P. Martin  Neyt, OSB

mneytCercados por uma nuvem de testemunhas que os precederam no Reino de Deus, os mais velhos de nossas comunidades são os primeiros a espreitar a Aurora que está para chegar. Como vivem eles esta etapa da vida? O que podem transmitir de suas experiências? Na comunidade do Mosteiro de Santa Batilde, em Vanves, onde está sediada a AIM, as monjas mais velhas são numerosas; ao lado delas vivem jovens monjas que estudam em Paris, vindas de outros continentes. Cada uma das mais velhas dá testemunho de sua história, de sua fidelidade à oração comunitária, da serenidade e da alegria que lhes é própria; as mais jovens têm tudo para aprender com as outras culturas, em seus cursos, na descoberta de Paris, mas, sobretudo, pela maneira como uma comunidade vive na presença de Deus e dos outros. É um exemplo, dentre muitos, de como as riquezas da vida monástica podem ser comunicadas de uma geração para outra.

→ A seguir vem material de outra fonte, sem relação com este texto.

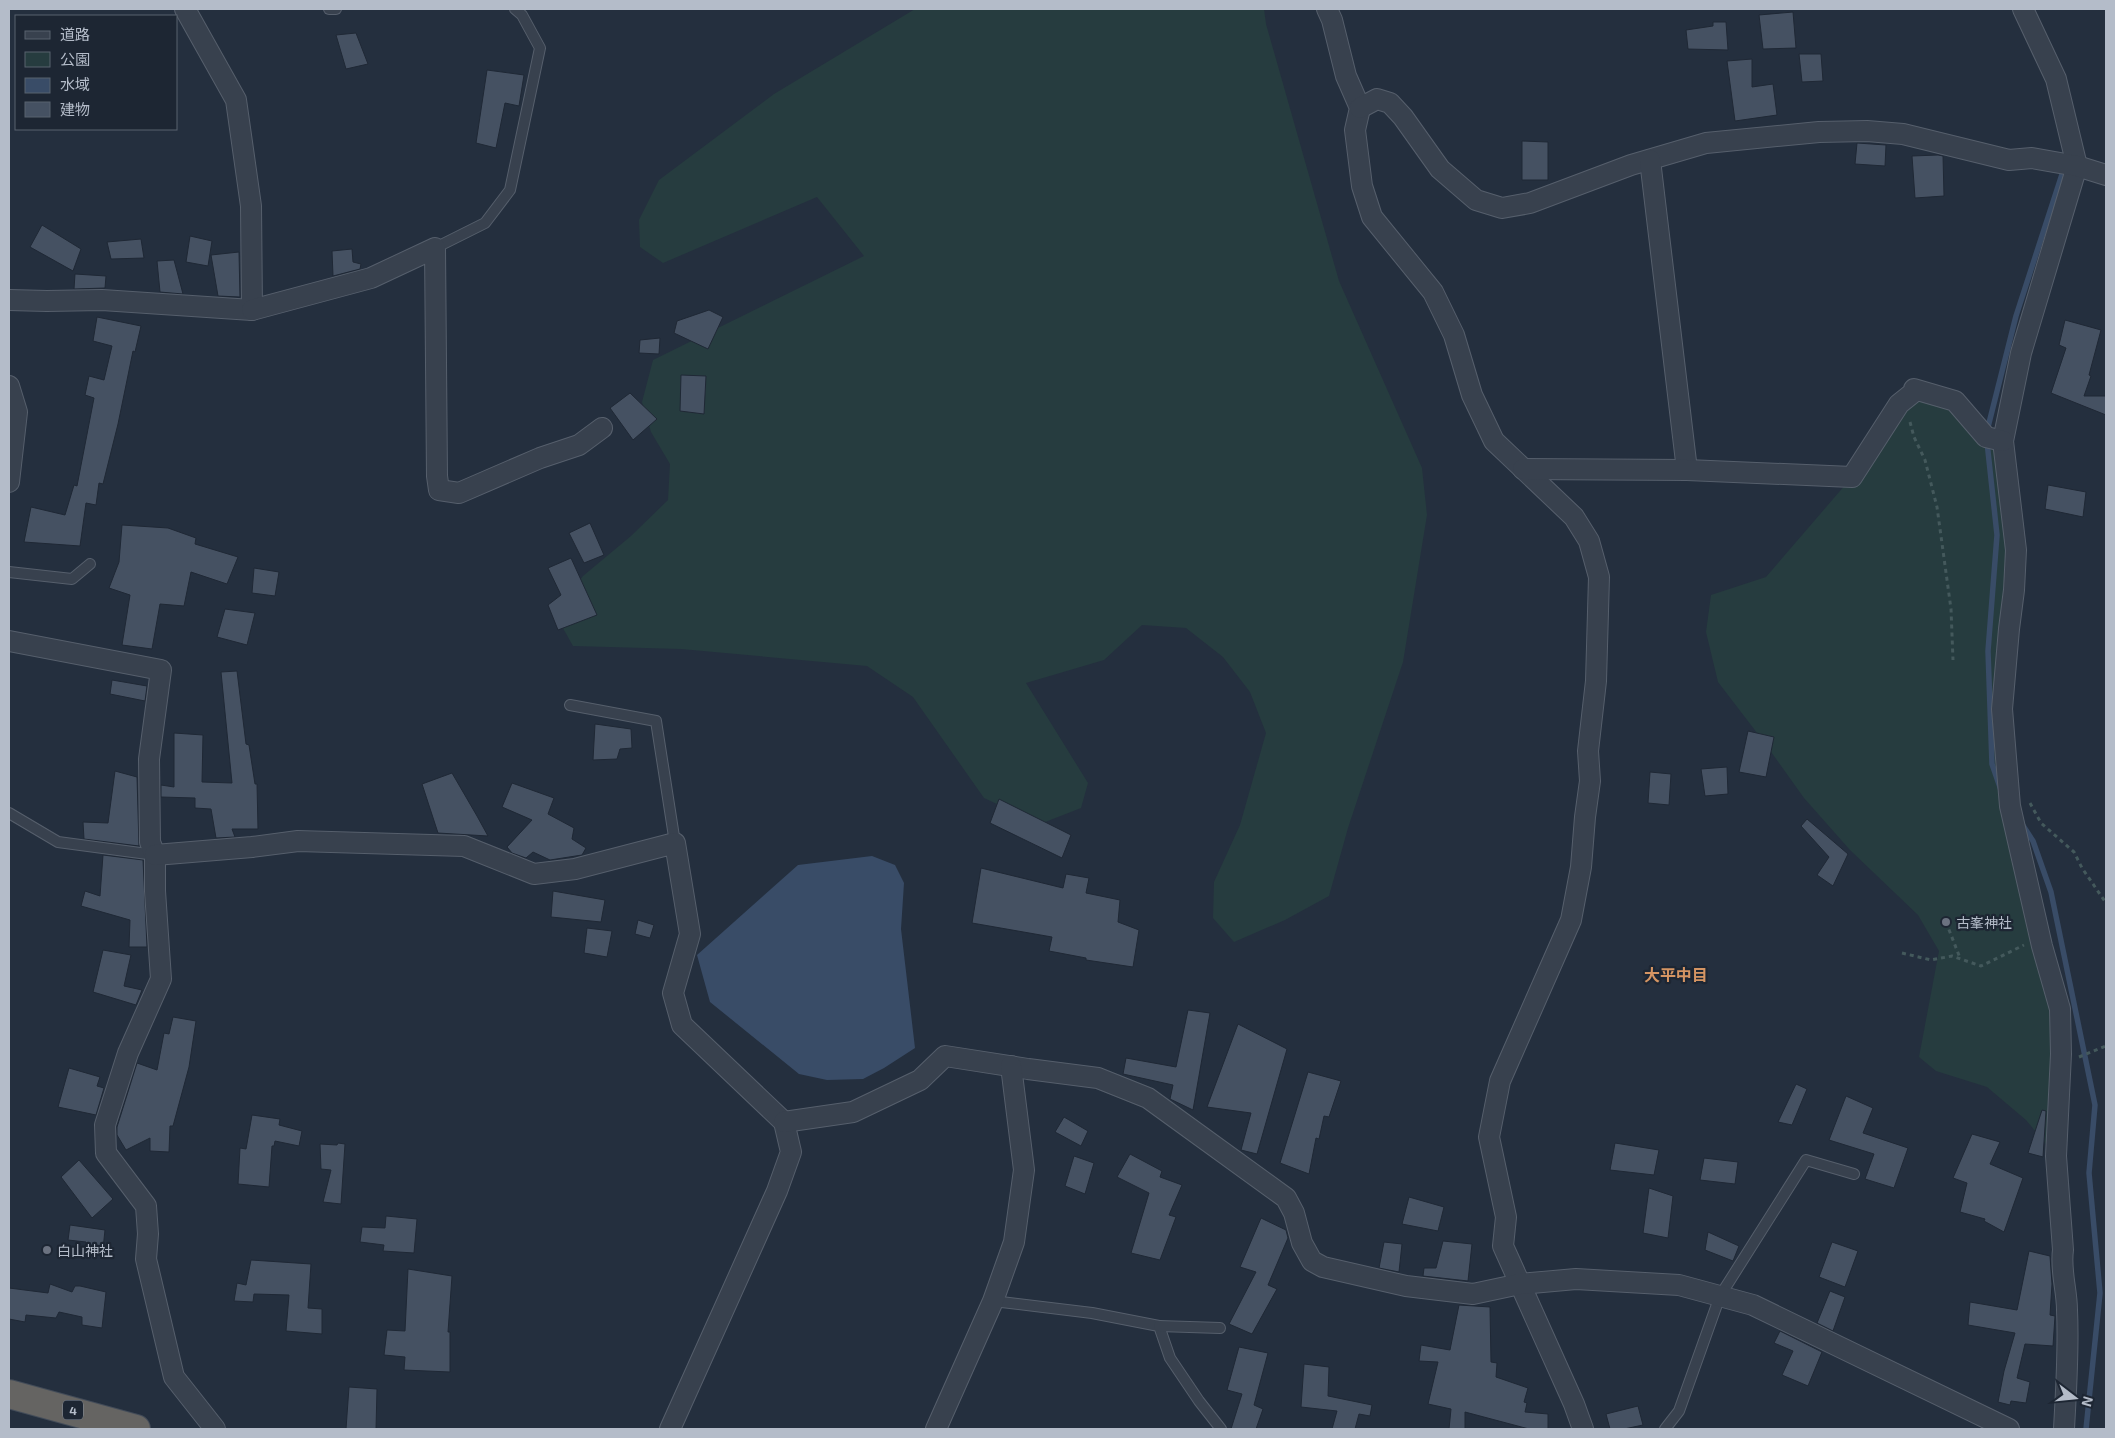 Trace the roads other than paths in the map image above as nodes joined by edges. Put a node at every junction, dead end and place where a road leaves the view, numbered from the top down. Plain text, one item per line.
1 (185, 9) edge
2 (329, 9) edge
3 (336, 9) edge
4 (515, 9) edge
5 (1327, 9) edge
6 (2023, 9) edge
7 (1360, 108) junction
8 (1650, 160) junction
9 (2077, 166) junction
10 (2106, 175) edge
11 (435, 248) junction
12 (9, 300) edge
13 (252, 310) junction
14 (9, 386) edge
15 (602, 428) dead end
16 (2003, 441) junction
17 (1523, 469) junction
18 (1686, 470) junction
19 (9, 482) edge
20 (90, 564) dead end
21 (9, 572) edge
22 (9, 640) edge
23 (570, 705) dead end
24 (9, 813) edge
25 (675, 843) junction
26 (155, 855) junction
27 (1011, 1066) junction
28 (784, 1122) junction
29 (1854, 1174) dead end
30 (1520, 1284) junction
31 (1720, 1296) junction
32 (993, 1301) junction
33 (1159, 1326) junction
34 (1220, 1328) dead end
35 (9, 1394) edge
36 (136, 1429) edge
37 (215, 1429) edge
38 (670, 1429) edge
39 (936, 1429) edge
40 (1222, 1429) edge
41 (1583, 1429) edge
42 (1665, 1429) edge
43 (2009, 1429) edge
44 (2064, 1429) edge

1 - 13 street
2 - 3 lane
4 - 11 lane
5 - 7 street
6 - 9 street
7 - 8 street
7 - 17 street
8 - 9 street
8 - 18 street
9 - 10 street
9 - 16 street
11 - 13 street
11 - 15 street
12 - 13 street
14 - 19 street
16 - 18 street
16 - 44 street
17 - 18 street
17 - 30 street
20 - 21 lane
22 - 26 street
23 - 25 lane
24 - 26 lane
25 - 26 street
25 - 28 street
26 - 37 street
27 - 28 street
27 - 30 street
27 - 32 street
28 - 38 street
29 - 31 lane
30 - 31 street
30 - 41 street
31 - 42 lane
31 - 43 street
32 - 33 lane
32 - 39 street
33 - 34 lane
33 - 40 lane
35 - 36 highway, 4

Desde os primórdios do monaquismo, o mais velho ou ancião era visitado, honrado, escutado. Ele é dom de Deus, é aquele que abre o caminho do Reino de Deus. Ancião ou «abba», ele é reconhecido como tal por seu exemplo, seu discernimento, sua sabedoria. Monges mais novos são igualmente chamados ancião, «abba». O ancião está na origem de uma tradição que vai se comunicando e chega até nós.

Na África, como nos desertos do Egito, as culturas tradicionais estão fundamentadas na tradição oral. Os anciãos são aqueles que já possuem uma experiência e transmitem uma vivência; os jovens são aqueles aos quais pertence o futuro, o porvir. O presente é, por excelência, o momento da comunicação e, como lembra o P. Boniface Tiguilla, OSB, é sobre a corda velha que se tece a nova! Ademais, a formação é iniciática e está na ordem do presente. Como viver plenamente esse «hoje, eu começo» dos primeiros monges? Como envelhecer bem?

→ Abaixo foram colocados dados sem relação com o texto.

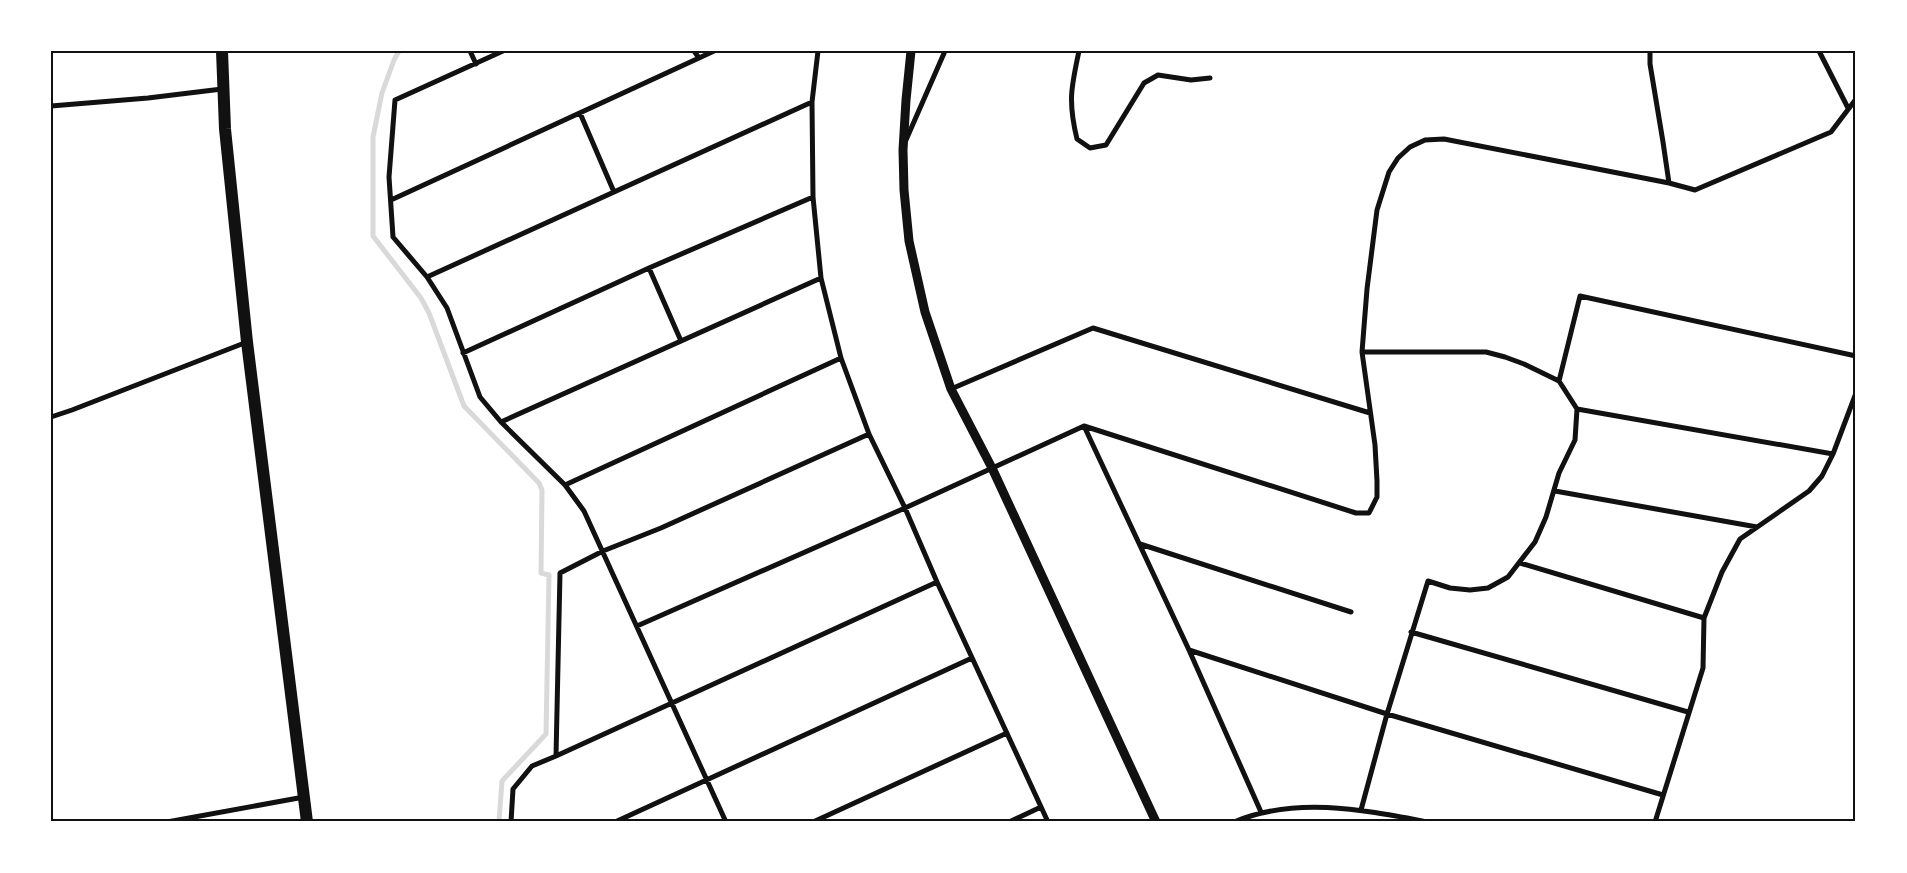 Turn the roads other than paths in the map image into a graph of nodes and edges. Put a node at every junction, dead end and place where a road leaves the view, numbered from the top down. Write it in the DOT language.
graph roads {
  1 [pos="222,51"];
  2 [pos="470,51"];
  3 [pos="503,51"];
  4 [pos="694,51"];
  5 [pos="714,51"];
  6 [pos="818,51"];
  7 [pos="911,51"];
  8 [pos="945,51"];
  9 [pos="1079,51"];
  10 [pos="1650,51"];
  11 [pos="1819,51"];
  12 [pos="699,58"];
  13 [pos="476,64"];
  14 [pos="1210,78"];
  15 [pos="222,89"];
  16 [pos="1856,99"];
  17 [pos="812,102"];
  18 [pos="51,106"];
  19 [pos="1848,108"];
  20 [pos="580,113"];
  21 [pos="903,150"];
  22 [pos="1668,183"];
  23 [pos="614,192"];
  24 [pos="813,197"];
  25 [pos="391,200"];
  26 [pos="649,268"];
  27 [pos="427,277"];
  28 [pos="821,278"];
  29 [pos="681,341"];
  30 [pos="247,342"];
  31 [pos="1362,352"];
  32 [pos="463,353"];
  33 [pos="1856,356"];
  34 [pos="841,358"];
  35 [pos="1559,381"];
  36 [pos="951,389"];
  37 [pos="1856,393"];
  38 [pos="1577,408"];
  39 [pos="1370,413"];
  40 [pos="51,417"];
  41 [pos="501,422"];
  42 [pos="1084,426"];
  43 [pos="869,434"];
  44 [pos="1833,454"];
  45 [pos="992,468"];
  46 [pos="565,485"];
  47 [pos="1555,491"];
  48 [pos="905,508"];
  49 [pos="1757,527"];
  50 [pos="1140,544"];
  51 [pos="603,551"];
  52 [pos="1520,563"];
  53 [pos="937,582"];
  54 [pos="1351,612"];
  55 [pos="1704,618"];
  56 [pos="638,626"];
  57 [pos="1411,632"];
  58 [pos="1189,650"];
  59 [pos="972,658"];
  60 [pos="672,703"];
  61 [pos="1688,712"];
  62 [pos="1387,714"];
  63 [pos="1006,733"];
  64 [pos="556,756"];
  65 [pos="707,780"];
  66 [pos="1663,795"];
  67 [pos="304,797"];
  68 [pos="1041,807"];
  69 [pos="1361,810"];
  70 [pos="1261,812"];
  71 [pos="167,822"];
  72 [pos="307,822"];
  73 [pos="511,822"];
  74 [pos="615,822"];
  75 [pos="726,822"];
  76 [pos="813,822"];
  77 [pos="1009,822"];
  78 [pos="1048,822"];
  79 [pos="1156,822"];
  80 [pos="1234,822"];
  81 [pos="1428,822"];
  82 [pos="1655,822"];
  1 -- 15 [label="main road"];
  2 -- 13 [label="street"];
  3 -- 13 [label="street"];
  4 -- 12 [label="street"];
  5 -- 12 [label="street"];
  6 -- 17 [label="street"];
  7 -- 21 [label="street"];
  8 -- 21 [label="street"];
  9 -- 14 [label="street"];
  10 -- 22 [label="street"];
  11 -- 19 [label="street"];
  12 -- 20 [label="street"];
  13 -- 25 [label="street"];
  15 -- 18 [label="street"];
  15 -- 30 [label="main road"];
  16 -- 19 [label="street"];
  17 -- 23 [label="street"];
  17 -- 24 [label="street"];
  19 -- 22 [label="street"];
  20 -- 23 [label="street"];
  20 -- 25 [label="street"];
  21 -- 36 [label="street"];
  22 -- 31 [label="street"];
  23 -- 27 [label="street"];
  24 -- 26 [label="street"];
  24 -- 28 [label="street"];
  25 -- 27 [label="street"];
  26 -- 29 [label="street"];
  26 -- 32 [label="street"];
  27 -- 32 [label="street"];
  28 -- 29 [label="street"];
  28 -- 34 [label="street"];
  29 -- 41 [label="street"];
  30 -- 40 [label="street"];
  30 -- 67 [label="main road"];
  31 -- 35 [label="street"];
  31 -- 39 [label="street"];
  32 -- 41 [label="street"];
  33 -- 35 [label="street"];
  34 -- 43 [label="street"];
  34 -- 46 [label="street"];
  35 -- 38 [label="street"];
  36 -- 39 [label="street"];
  36 -- 45 [label="street"];
  37 -- 44 [label="street"];
  38 -- 44 [label="street"];
  38 -- 47 [label="street"];
  39 -- 42 [label="street"];
  41 -- 46 [label="street"];
  42 -- 45 [label="street"];
  42 -- 50 [label="street"];
  43 -- 48 [label="street"];
  43 -- 51 [label="street"];
  44 -- 49 [label="street"];
  45 -- 48 [label="street"];
  45 -- 79 [label="street"];
  46 -- 51 [label="street"];
  47 -- 49 [label="street"];
  47 -- 52 [label="street"];
  48 -- 53 [label="street"];
  48 -- 56 [label="street"];
  49 -- 55 [label="street"];
  50 -- 54 [label="street"];
  50 -- 58 [label="street"];
  51 -- 56 [label="street"];
  51 -- 64 [label="street"];
  52 -- 55 [label="street"];
  52 -- 57 [label="street"];
  53 -- 59 [label="street"];
  53 -- 60 [label="street"];
  55 -- 61 [label="street"];
  56 -- 60 [label="street"];
  57 -- 61 [label="street"];
  57 -- 62 [label="street"];
  58 -- 62 [label="street"];
  58 -- 70 [label="street"];
  59 -- 63 [label="street"];
  59 -- 65 [label="street"];
  60 -- 64 [label="street"];
  60 -- 65 [label="street"];
  61 -- 66 [label="street"];
  62 -- 66 [label="street"];
  62 -- 69 [label="street"];
  63 -- 68 [label="street"];
  63 -- 76 [label="street"];
  64 -- 73 [label="street"];
  65 -- 74 [label="street"];
  65 -- 75 [label="street"];
  66 -- 82 [label="street"];
  67 -- 71 [label="street"];
  67 -- 72 [label="main road"];
  68 -- 77 [label="street"];
  68 -- 78 [label="street"];
  69 -- 70 [label="street"];
  69 -- 81 [label="street"];
  70 -- 80 [label="street"];
}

A experiência é a primeira virtude do ancião. Seus atos e suas palavras refletem essa liberdade interior que ele adquiriu ao longo dos anos. Cada uma de nossas comunidades monásticas guarda uma lembrança comovida de seus anciãos. Os momentos vividos com eles se inscrevem em nossos corações, às vezes até com bastante humor, pois o testemunho único e original de cada um deles reflete ao mesmo tempo seu temperamento e sua sabedoria. Os ditos e palavras dos Pais do deserto exprimem, à sua maneira, a originalidade do «abba» em sua transmissão de uma palavra do Evangelho; entretanto, será que não poderíamos também coligir fatos e palavras semelhantes em cada uma de nossas comunidades?

A idade também tem suas exigências, dom e desafio para o nosso tempo. Irmã Joan Chittister, OSB, volta às fontes da vida humana. Como adentrar em seus anos? Medo da velhice ou esperança de envelhecer bem? «O entardecer de uma vida bem vivida traz consigo luz própria». «À medida que envelhecemos, escreve La Rochefoucauld, nos tornamos ao mesmo tempo mais loucos e mais sábios». De fato, tornamo-nos mais conscientes do significado das coisas e também de sua inconsistência. Por meio de tais reflexões e ainda de outras, a autora descreve o lado direito e o avesso dessa etapa, a fim de extrair dela alguns comportamentos essenciais. Os mais velhos têm consciência de tudo isso. Eles deixarão para trás o sistema de valores que lhes terá marcado o próprio compromisso. Como transmitir, ou melhor, o que transmitir quer dizer e supõe? É a contribuição de Dom Nicolas Dayez, OSB. Antes de gostar de transmitir, é preciso, sobretudo, gostar de receber, gostar de ter recebido. São comentados grandes exemplos de transmissão: São Bento, São Paulo, Maria no momento da Anunciação, Cristo. Estes tiveram amor para gerar, lembra Michel Serres, pois tiveram amor à própria maneira com que foram gerados. Trata-se de uma verdade eminentemente pessoal, também ela comunitária. Não é, afinal, a comunidade o lugar por excelência de formação consciente e inconsciente?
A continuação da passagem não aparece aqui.